$40 million in grants available for drivers operating in CA trade corridors

| Friday, July 18, 2008

Thousands of owner-operators who run through California’s four major trade corridors may be eligible for a diesel engine grant program that’s part of the state’s billion dollar Goods Movement Emission Reduction Program.

The San Joaquin Valley Air Pollution Control District will accept applications from now until early September for a $40.5 million wave of grants to replace trucks, replace engines and retrofit engines with a diesel particulate filter.

Several categories of funding are available, including:

  • $50,000 to replace 2003 or older trucks with new trucks that meet 2007 emissions standard;
  • $20,000 to replace a 2003 or older engine with a new engine that meets 2007 standards; or
  • $5,000 to retrofit a 2006 or older truck with an ARB-verified level 3 diesel particulate filter.

Applications must come from truck operators who are registered in California, who drive exclusively in California and have spent at least 50 percent of their miles traveling on the state’s four trade corridors during the past two years, including the Central Valley, the Bay Area, the Los Angeles/Inland Empire or the San Diego/border corridors.

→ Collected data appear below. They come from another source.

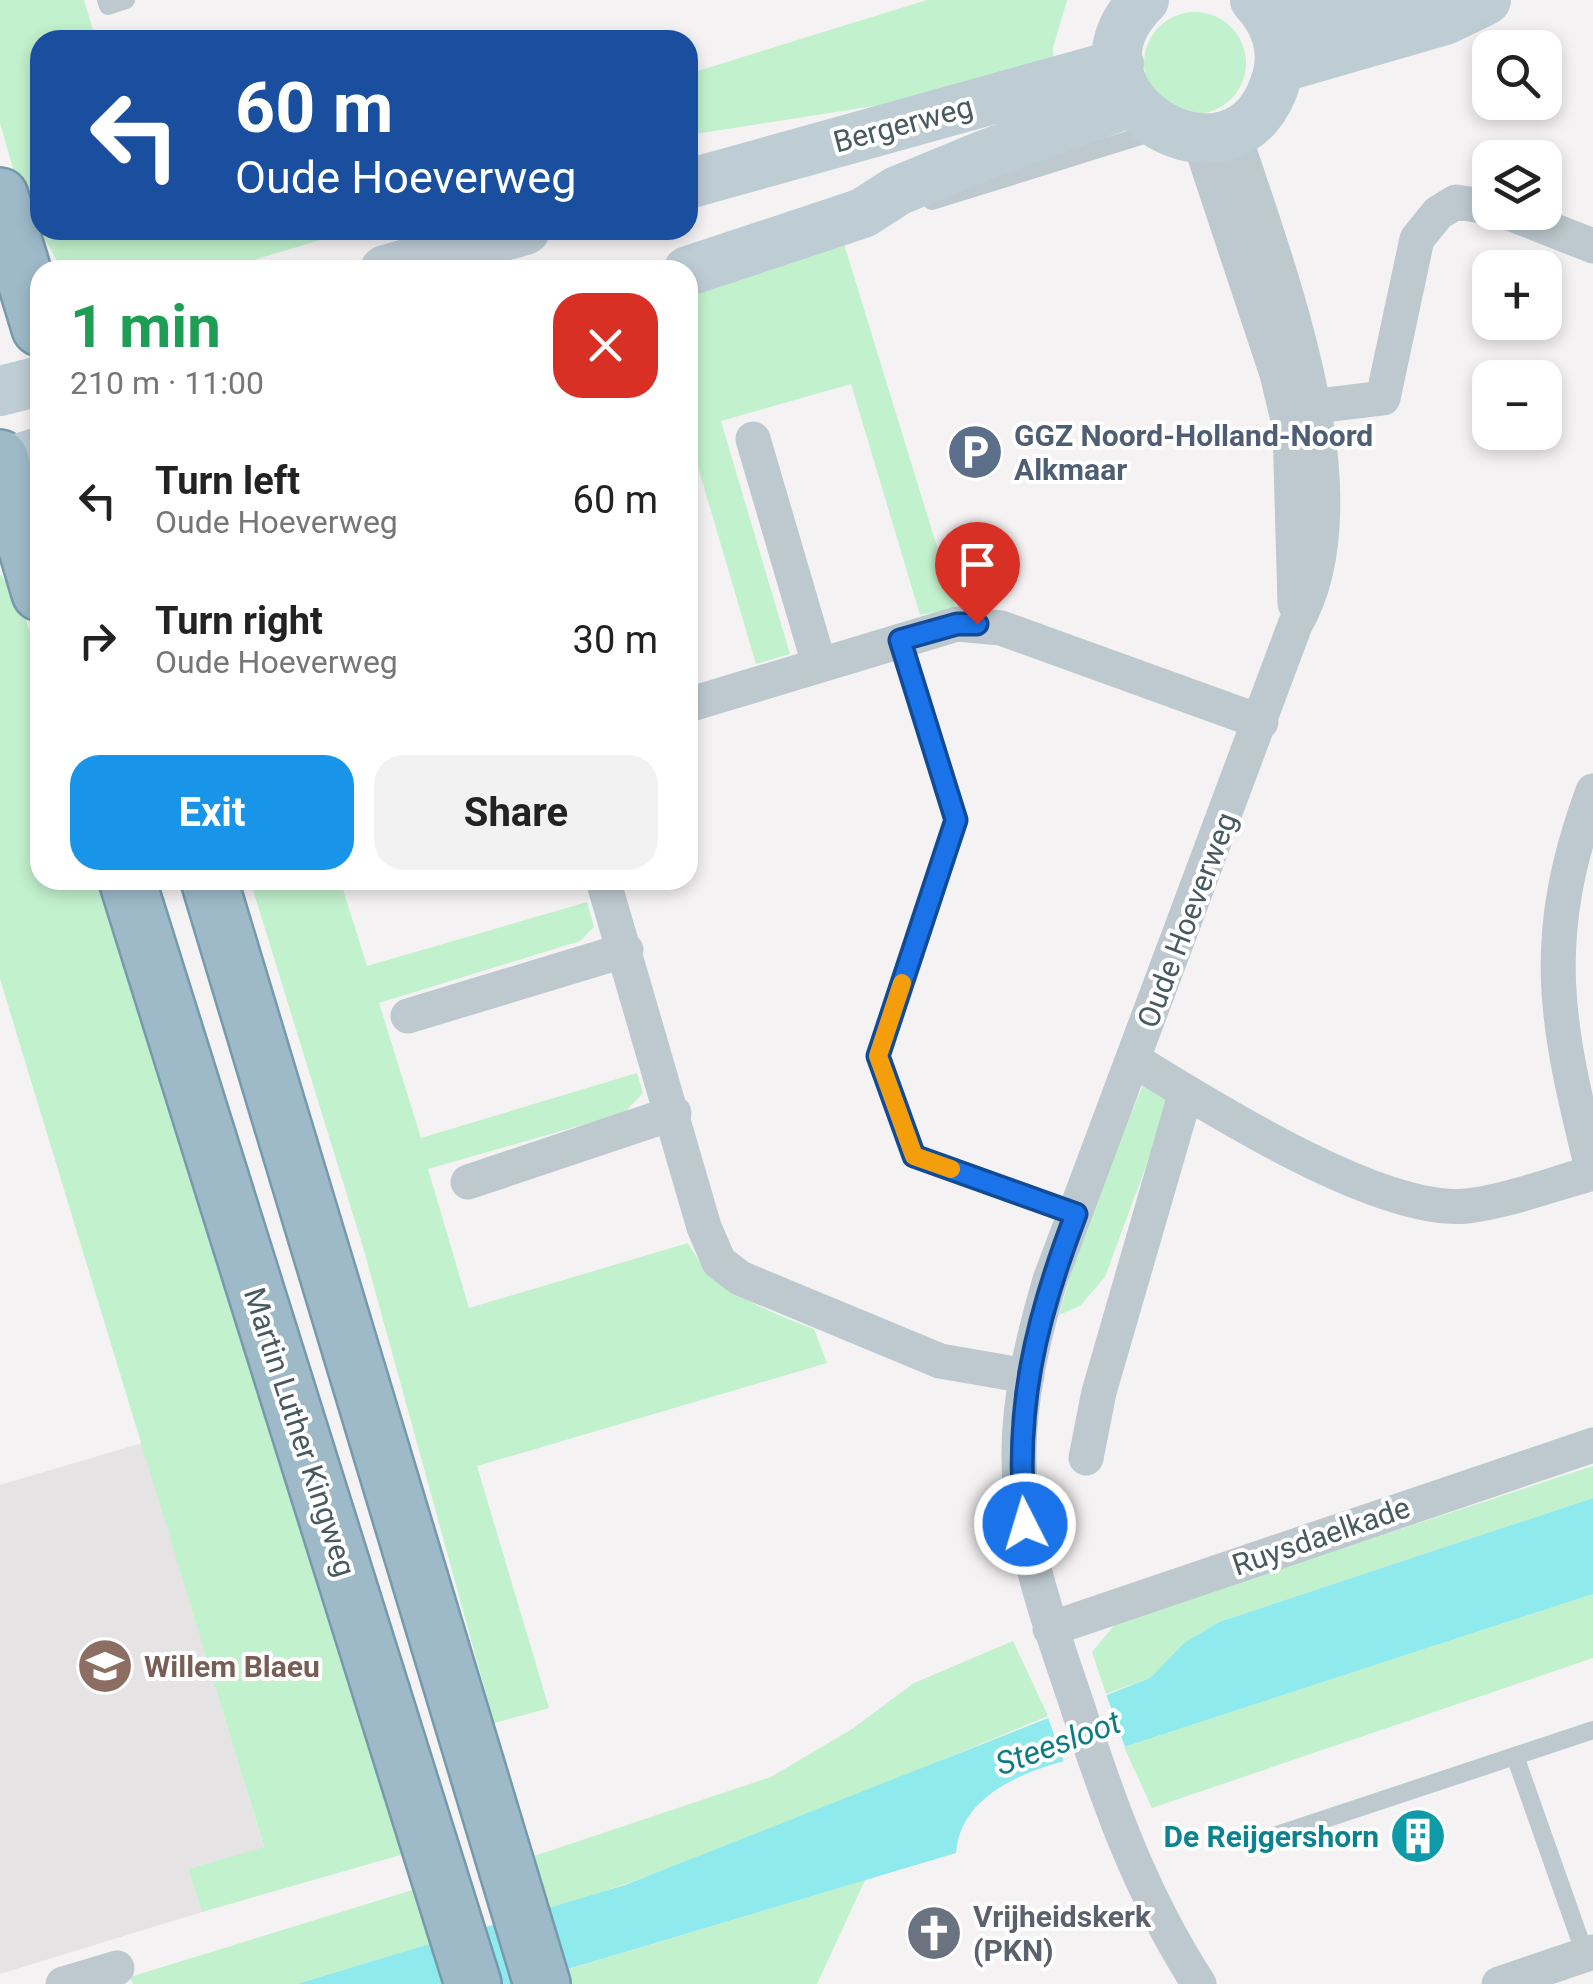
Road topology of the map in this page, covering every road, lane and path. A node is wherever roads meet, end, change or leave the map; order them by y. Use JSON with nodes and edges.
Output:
{"nodes":[{"id":1,"x":106,"y":0,"type":"edge"},
{"id":2,"x":126,"y":0,"type":"edge"},
{"id":3,"x":1144,"y":0,"type":"edge"},
{"id":4,"x":1416,"y":0,"type":"edge"},
{"id":5,"x":1486,"y":0,"type":"edge"},
{"id":6,"x":1266,"y":19,"type":"edge"},
{"id":7,"x":1168,"y":113,"type":"junction"},
{"id":8,"x":698,"y":183,"type":"edge"},
{"id":9,"x":0,"y":196,"type":"edge"},
{"id":10,"x":1472,"y":205,"type":"edge"},
{"id":11,"x":1553,"y":230,"type":"edge"},
{"id":12,"x":490,"y":240,"type":"edge"},
{"id":13,"x":1593,"y":246,"type":"edge"},
{"id":14,"x":420,"y":260,"type":"edge"},
{"id":15,"x":698,"y":269,"type":"edge"},
{"id":16,"x":30,"y":295,"type":"edge"},
{"id":17,"x":30,"y":384,"type":"edge"},
{"id":18,"x":0,"y":391,"type":"edge"},
{"id":19,"x":1299,"y":408,"type":"junction"},
{"id":20,"x":754,"y":439,"type":"dead end"},
{"id":21,"x":10,"y":459,"type":"edge"},
{"id":22,"x":30,"y":548,"type":"edge"},
{"id":23,"x":900,"y":640,"type":"junction"},
{"id":24,"x":820,"y":664,"type":"junction"},
{"id":25,"x":698,"y":702,"type":"edge"},
{"id":26,"x":1261,"y":722,"type":"junction"},
{"id":27,"x":1593,"y":791,"type":"edge"},
{"id":28,"x":130,"y":890,"type":"edge"},
{"id":29,"x":212,"y":890,"type":"edge"},
{"id":30,"x":606,"y":890,"type":"edge"},
{"id":31,"x":626,"y":950,"type":"junction"},
{"id":32,"x":408,"y":1016,"type":"dead end"},
{"id":33,"x":1134,"y":1060,"type":"junction"},
{"id":34,"x":1186,"y":1092,"type":"junction"},
{"id":35,"x":674,"y":1113,"type":"junction"},
{"id":36,"x":1586,"y":1113,"type":"edge"},
{"id":37,"x":1593,"y":1172,"type":"edge"},
{"id":38,"x":468,"y":1182,"type":"dead end"},
{"id":39,"x":1076,"y":1214,"type":"junction"},
{"id":40,"x":1027,"y":1376,"type":"junction"},
{"id":41,"x":1593,"y":1445,"type":"edge"},
{"id":42,"x":1086,"y":1458,"type":"dead end"},
{"id":43,"x":1050,"y":1629,"type":"junction"},
{"id":44,"x":1593,"y":1730,"type":"edge"},
{"id":45,"x":1515,"y":1756,"type":"junction"},
{"id":46,"x":1268,"y":1838,"type":"dead end"},
{"id":47,"x":1589,"y":1953,"type":"edge"},
{"id":48,"x":116,"y":1968,"type":"dead end"},
{"id":49,"x":541,"y":1982,"type":"edge"},
{"id":50,"x":63,"y":1984,"type":"edge"},
{"id":51,"x":473,"y":1984,"type":"edge"},
{"id":52,"x":1198,"y":1984,"type":"edge"},
{"id":53,"x":1499,"y":1984,"type":"edge"}],
"edges":[{"from":1,"to":2,"type":"lane"},
{"from":3,"to":7,"type":"main road"},
{"from":4,"to":6,"type":"main road"},
{"from":5,"to":6,"type":"main road"},
{"from":6,"to":7,"type":"main road"},
{"from":7,"to":8,"type":"main road","name":"Bergerweg"},
{"from":7,"to":15,"type":"main road","name":"Bergerweg"},
{"from":7,"to":19,"type":"street","name":"Oude Hoeverweg"},
{"from":9,"to":16,"type":"highway"},
{"from":10,"to":19,"type":"street"},
{"from":11,"to":13,"type":"street"},
{"from":12,"to":14,"type":"main road"},
{"from":17,"to":18,"type":"main road"},
{"from":19,"to":26,"type":"street","name":"Oude Hoeverweg"},
{"from":20,"to":24,"type":"street"},
{"from":21,"to":22,"type":"highway"},
{"from":23,"to":24,"type":"street"},
{"from":23,"to":26,"type":"street"},
{"from":23,"to":39,"type":"lane"},
{"from":24,"to":25,"type":"street"},
{"from":26,"to":33,"type":"street","name":"Oude Hoeverweg"},
{"from":27,"to":36,"type":"street"},
{"from":28,"to":51,"type":"highway","name":"Martin Luther Kingweg"},
{"from":29,"to":49,"type":"highway"},
{"from":30,"to":31,"type":"street"},
{"from":31,"to":32,"type":"street"},
{"from":31,"to":35,"type":"street"},
{"from":33,"to":34,"type":"street"},
{"from":33,"to":39,"type":"street","name":"Oude Hoeverweg"},
{"from":34,"to":37,"type":"street"},
{"from":34,"to":42,"type":"street"},
{"from":35,"to":38,"type":"street"},
{"from":35,"to":40,"type":"street"},
{"from":36,"to":37,"type":"street"},
{"from":39,"to":40,"type":"street","name":"Oude Hoeverweg"},
{"from":40,"to":43,"type":"street","name":"Oude Hoeverweg"},
{"from":41,"to":43,"type":"street","name":"Ruysdaelkade"},
{"from":43,"to":52,"type":"street","name":"Oude Hoeverweg"},
{"from":44,"to":45,"type":"lane"},
{"from":45,"to":46,"type":"lane"},
{"from":45,"to":47,"type":"lane"},
{"from":47,"to":53,"type":"street"},
{"from":48,"to":50,"type":"street"}]}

“With 95 million miles traveled each day through the Valley, mainly along Highway 99 and Interstate 5 corridors, these funds will serve a much-needed purpose in helping clean up diesel exhaust emissions,” said Seyed Sadredin, the Air District’s executive director and air pollution control officer.

For more information on the incentive program and program applications, visit the “grants and Incentives” section at www.valleyair.org or email weberip@valleyair.org, or contact the Emission Reduction Incentive Program at 800-SMOG-INFO (800-766-4463).

Todd DeYoung, the air district’s supervising air quality specialist, told both Land Line and Land Line Now that the air quality district understands that older trucks run in the Golden State belong to small businesses and owner operators rather than large fleets.

“One of our main missions is to target owner operators and small businesses,” DeYoung said. “We’ve been focusing a lot of our marketing toward small-business operations.”

DeYoung said the district did not necessarily target owner-operators. Publicity for the applications was generated by trade publications and meetings with truck dealerships who have brought in applicants.

The Air Quality District recently published a list of about 70 $50,000 truck replacement grants and nearly 400 $5,000 diesel engine retrofit grants conditionally approved under California’s early diesel emission reduction program. CARB did not require the early grants to be handed out through an open application process, and DeYoung said the air district relied on applications left over from previous grants.

Both programs rate truck engines by oxides of nitrogen and diesel particulate combined with miles driven. The air district judges each individual truck based on its own merit, DeYoung said, no matter how many trucks a given company applies for.

The district understands that large truck fleets typically replace trucks on a shorter cycle than smaller companies, he said.

“One of the main tenets of the program was to ensure the single owner operators had an equal footing, and had an equal opportunity to fund these programs,” DeYoung told Land Line. “Because it’s looked at on a truck-by-truck basis, it really evens the playing field. If they’re keeping their trucks only four and five years, they’re not going to score as high. Even if they run a lot more miles, they’re generally not going to score as high as an earlier model, or an old truck that runs even a minimal amount of miles.”